──────── Supplied entries
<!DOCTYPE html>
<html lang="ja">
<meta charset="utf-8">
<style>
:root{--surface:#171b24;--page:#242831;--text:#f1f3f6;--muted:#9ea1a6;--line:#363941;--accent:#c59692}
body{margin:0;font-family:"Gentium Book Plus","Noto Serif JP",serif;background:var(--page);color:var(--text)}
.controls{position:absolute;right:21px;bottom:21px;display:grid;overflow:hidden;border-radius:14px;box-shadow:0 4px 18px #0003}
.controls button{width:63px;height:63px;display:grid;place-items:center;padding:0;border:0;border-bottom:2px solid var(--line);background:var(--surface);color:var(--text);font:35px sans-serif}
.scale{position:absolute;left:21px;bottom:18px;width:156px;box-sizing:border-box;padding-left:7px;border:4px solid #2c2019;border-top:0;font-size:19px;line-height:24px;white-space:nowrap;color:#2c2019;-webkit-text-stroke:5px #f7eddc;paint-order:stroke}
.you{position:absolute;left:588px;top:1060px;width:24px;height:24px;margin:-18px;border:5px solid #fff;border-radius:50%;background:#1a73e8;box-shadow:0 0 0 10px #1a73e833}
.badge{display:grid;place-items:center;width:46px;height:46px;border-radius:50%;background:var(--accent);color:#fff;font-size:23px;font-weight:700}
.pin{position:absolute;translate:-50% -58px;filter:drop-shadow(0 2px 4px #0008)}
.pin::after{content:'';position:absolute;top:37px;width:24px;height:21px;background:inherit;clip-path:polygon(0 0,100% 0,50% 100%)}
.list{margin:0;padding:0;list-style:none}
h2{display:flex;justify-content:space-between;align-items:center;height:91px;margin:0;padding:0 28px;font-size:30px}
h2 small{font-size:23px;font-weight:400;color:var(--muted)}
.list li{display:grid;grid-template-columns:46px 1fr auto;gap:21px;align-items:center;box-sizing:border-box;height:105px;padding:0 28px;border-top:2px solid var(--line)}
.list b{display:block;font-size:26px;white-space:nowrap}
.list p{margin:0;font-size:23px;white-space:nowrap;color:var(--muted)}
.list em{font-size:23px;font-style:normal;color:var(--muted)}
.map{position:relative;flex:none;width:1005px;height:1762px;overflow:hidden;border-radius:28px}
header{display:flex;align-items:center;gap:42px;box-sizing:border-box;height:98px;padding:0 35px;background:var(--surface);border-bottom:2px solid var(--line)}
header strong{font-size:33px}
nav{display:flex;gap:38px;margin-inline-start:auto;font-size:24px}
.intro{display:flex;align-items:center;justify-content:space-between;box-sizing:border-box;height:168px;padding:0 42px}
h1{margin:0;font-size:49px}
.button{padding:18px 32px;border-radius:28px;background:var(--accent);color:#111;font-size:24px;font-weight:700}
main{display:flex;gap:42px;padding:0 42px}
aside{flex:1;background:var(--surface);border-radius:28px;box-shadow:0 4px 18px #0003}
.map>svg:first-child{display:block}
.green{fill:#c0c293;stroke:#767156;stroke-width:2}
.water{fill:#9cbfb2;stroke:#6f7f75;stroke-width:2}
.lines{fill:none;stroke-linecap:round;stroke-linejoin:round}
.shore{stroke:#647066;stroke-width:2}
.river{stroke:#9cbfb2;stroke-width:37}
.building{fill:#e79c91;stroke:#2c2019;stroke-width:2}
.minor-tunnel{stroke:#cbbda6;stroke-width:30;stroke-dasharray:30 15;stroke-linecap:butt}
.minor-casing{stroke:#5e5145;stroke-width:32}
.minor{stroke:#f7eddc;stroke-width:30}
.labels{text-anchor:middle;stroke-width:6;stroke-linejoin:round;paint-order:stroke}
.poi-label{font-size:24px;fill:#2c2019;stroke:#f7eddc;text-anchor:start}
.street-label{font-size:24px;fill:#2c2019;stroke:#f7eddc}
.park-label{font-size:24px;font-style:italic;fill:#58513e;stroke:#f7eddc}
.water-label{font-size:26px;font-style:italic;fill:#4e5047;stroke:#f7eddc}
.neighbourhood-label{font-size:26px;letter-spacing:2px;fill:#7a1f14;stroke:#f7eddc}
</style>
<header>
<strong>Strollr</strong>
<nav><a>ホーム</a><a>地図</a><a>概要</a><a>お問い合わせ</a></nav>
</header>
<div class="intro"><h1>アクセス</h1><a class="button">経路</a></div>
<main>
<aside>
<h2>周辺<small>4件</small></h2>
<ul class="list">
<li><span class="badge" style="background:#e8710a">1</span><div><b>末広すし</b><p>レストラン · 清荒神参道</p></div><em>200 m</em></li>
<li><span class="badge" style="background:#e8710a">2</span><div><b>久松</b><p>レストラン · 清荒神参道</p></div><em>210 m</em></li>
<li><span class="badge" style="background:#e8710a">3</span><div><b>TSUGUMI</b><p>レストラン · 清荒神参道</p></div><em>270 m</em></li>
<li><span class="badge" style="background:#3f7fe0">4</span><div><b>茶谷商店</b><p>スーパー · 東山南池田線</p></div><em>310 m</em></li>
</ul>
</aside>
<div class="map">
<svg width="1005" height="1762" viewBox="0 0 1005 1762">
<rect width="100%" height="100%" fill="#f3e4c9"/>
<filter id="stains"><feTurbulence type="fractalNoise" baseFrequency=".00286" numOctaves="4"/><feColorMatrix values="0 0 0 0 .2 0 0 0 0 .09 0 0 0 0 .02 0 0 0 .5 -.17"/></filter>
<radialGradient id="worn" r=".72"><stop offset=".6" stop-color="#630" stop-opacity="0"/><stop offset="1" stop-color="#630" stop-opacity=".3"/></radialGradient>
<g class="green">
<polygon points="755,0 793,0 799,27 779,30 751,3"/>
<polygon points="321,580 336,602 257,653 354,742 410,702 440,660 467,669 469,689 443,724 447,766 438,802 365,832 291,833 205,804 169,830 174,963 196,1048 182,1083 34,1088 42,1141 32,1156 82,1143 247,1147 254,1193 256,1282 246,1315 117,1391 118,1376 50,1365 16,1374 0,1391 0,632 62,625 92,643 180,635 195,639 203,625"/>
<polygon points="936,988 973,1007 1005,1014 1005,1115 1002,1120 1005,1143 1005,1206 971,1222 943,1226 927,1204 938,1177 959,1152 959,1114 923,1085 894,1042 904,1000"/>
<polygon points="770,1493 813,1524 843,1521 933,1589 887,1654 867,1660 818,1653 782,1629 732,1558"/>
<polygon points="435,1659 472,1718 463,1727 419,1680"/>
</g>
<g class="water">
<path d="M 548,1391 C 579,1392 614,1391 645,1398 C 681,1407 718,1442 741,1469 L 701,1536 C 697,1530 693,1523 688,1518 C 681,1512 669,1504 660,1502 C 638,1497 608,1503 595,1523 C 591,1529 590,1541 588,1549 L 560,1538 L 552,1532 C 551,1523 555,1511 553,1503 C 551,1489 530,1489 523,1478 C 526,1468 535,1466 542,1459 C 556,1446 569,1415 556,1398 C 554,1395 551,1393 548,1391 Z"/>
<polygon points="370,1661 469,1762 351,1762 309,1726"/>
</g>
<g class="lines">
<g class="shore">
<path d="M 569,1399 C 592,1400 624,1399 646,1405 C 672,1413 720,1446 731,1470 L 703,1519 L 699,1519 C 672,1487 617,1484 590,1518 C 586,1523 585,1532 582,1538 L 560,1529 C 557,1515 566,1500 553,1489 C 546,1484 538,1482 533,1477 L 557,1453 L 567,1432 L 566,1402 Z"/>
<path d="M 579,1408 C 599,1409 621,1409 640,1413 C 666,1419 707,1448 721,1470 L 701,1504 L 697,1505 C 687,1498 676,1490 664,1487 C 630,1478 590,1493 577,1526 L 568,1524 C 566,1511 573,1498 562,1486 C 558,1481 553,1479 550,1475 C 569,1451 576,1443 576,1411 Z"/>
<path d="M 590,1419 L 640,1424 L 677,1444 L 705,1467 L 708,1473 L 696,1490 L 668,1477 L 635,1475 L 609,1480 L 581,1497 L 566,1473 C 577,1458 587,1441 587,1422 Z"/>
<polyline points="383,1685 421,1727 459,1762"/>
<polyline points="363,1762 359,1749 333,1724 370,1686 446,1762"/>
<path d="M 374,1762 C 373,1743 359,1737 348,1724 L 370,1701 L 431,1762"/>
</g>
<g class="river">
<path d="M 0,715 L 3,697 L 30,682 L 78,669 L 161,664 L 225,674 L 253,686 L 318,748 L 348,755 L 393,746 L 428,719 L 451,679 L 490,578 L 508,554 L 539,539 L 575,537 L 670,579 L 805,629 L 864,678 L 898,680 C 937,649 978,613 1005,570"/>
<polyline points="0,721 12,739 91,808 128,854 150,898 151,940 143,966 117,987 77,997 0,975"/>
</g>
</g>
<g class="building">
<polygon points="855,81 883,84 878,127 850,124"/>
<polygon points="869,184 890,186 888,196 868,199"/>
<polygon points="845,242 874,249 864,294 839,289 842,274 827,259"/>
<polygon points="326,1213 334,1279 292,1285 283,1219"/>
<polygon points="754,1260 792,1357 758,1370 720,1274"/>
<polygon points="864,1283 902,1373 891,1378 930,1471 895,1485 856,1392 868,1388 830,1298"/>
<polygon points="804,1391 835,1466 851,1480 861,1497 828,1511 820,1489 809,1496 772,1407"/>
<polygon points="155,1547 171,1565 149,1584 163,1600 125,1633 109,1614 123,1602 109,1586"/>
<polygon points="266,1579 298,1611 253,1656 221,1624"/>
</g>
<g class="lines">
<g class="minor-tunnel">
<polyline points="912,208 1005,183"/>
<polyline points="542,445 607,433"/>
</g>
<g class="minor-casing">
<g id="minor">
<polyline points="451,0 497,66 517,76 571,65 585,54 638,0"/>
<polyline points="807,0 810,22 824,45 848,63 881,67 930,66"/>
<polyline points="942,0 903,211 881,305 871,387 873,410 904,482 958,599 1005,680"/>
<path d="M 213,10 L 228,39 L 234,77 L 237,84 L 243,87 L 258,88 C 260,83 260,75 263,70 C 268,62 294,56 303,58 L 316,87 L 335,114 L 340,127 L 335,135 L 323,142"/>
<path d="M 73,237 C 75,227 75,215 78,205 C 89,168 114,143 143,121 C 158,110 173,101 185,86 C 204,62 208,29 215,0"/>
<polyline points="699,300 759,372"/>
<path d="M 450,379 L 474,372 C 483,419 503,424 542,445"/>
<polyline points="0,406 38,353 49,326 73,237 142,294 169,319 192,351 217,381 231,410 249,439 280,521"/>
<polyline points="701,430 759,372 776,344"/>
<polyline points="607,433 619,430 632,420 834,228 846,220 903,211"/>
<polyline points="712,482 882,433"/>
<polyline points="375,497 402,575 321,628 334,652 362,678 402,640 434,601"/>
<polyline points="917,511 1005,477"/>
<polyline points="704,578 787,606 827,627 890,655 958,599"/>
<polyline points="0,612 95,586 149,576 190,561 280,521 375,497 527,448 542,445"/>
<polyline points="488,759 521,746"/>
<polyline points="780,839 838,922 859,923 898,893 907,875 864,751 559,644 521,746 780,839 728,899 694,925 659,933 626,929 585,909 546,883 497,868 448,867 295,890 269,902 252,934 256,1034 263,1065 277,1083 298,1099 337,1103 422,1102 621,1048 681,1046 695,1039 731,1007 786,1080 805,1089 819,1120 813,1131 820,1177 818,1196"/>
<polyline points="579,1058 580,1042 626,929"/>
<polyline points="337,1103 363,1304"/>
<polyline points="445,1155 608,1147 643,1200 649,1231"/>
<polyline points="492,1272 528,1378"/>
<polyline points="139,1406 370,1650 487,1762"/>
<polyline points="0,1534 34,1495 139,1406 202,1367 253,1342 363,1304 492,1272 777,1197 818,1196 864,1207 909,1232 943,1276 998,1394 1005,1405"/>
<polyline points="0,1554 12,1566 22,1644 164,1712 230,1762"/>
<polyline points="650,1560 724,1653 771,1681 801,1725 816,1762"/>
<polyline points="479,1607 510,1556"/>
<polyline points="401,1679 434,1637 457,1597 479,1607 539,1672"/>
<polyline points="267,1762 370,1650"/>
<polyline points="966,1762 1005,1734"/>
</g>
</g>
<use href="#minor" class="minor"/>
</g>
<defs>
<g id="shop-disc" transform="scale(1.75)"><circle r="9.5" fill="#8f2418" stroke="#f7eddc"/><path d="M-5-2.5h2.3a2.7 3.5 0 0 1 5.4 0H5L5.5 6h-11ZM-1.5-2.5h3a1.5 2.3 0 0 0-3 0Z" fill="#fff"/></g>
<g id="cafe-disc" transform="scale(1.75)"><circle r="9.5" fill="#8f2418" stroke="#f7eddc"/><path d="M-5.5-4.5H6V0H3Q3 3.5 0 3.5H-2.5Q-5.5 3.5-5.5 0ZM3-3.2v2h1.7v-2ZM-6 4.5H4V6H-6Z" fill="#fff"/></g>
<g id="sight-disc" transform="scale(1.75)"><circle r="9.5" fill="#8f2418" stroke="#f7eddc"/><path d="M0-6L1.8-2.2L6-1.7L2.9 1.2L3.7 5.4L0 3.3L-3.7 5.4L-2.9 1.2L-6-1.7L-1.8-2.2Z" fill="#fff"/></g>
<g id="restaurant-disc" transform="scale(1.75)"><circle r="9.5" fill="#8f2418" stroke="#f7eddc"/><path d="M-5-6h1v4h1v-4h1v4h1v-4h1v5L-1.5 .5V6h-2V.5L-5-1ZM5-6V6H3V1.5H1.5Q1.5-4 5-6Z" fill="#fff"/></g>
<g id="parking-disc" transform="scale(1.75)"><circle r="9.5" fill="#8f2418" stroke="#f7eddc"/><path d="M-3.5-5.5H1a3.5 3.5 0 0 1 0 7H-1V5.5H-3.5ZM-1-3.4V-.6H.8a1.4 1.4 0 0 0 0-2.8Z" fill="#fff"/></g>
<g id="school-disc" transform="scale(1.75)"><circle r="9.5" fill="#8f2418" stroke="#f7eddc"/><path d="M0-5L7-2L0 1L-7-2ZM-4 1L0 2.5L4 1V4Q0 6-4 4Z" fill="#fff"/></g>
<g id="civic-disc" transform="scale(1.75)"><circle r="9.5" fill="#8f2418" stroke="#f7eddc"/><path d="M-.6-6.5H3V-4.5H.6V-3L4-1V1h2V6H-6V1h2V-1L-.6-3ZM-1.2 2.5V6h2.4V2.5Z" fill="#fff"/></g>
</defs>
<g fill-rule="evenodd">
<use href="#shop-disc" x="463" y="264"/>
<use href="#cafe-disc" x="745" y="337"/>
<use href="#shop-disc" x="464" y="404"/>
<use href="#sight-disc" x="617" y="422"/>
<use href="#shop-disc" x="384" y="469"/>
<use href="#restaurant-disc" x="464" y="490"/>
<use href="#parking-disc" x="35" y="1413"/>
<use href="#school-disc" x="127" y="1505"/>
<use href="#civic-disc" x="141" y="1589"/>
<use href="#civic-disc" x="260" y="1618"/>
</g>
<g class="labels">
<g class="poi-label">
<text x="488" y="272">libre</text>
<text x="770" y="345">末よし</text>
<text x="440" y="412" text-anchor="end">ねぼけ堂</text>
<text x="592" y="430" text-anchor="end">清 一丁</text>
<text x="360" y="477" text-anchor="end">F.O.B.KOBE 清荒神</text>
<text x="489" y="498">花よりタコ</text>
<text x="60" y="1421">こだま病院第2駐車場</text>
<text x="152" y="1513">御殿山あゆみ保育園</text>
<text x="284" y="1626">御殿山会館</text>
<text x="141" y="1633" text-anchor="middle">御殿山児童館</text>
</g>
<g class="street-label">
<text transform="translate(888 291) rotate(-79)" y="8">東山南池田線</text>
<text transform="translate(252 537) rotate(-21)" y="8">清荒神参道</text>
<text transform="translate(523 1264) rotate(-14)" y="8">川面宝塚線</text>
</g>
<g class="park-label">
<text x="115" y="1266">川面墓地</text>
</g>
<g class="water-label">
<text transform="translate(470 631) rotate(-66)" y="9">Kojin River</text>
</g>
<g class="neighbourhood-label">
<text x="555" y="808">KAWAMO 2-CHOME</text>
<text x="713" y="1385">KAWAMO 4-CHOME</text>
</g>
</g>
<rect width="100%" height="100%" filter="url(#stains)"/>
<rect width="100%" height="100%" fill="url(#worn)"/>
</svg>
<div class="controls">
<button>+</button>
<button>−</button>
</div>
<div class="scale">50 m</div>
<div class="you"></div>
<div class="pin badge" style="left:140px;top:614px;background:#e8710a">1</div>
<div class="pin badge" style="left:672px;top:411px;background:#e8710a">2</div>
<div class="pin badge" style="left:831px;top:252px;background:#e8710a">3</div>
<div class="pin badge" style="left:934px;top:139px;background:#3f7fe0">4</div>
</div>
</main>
────────────────
Wherever a line of the records above contains the string "none", copy that line out.

● Response to the exercise
.list{margin:0;padding:0;list-style:none}
.map{position:relative;flex:none;width:1005px;height:1762px;overflow:hidden;border-radius:28px}
.lines{fill:none;stroke-linecap:round;stroke-linejoin:round}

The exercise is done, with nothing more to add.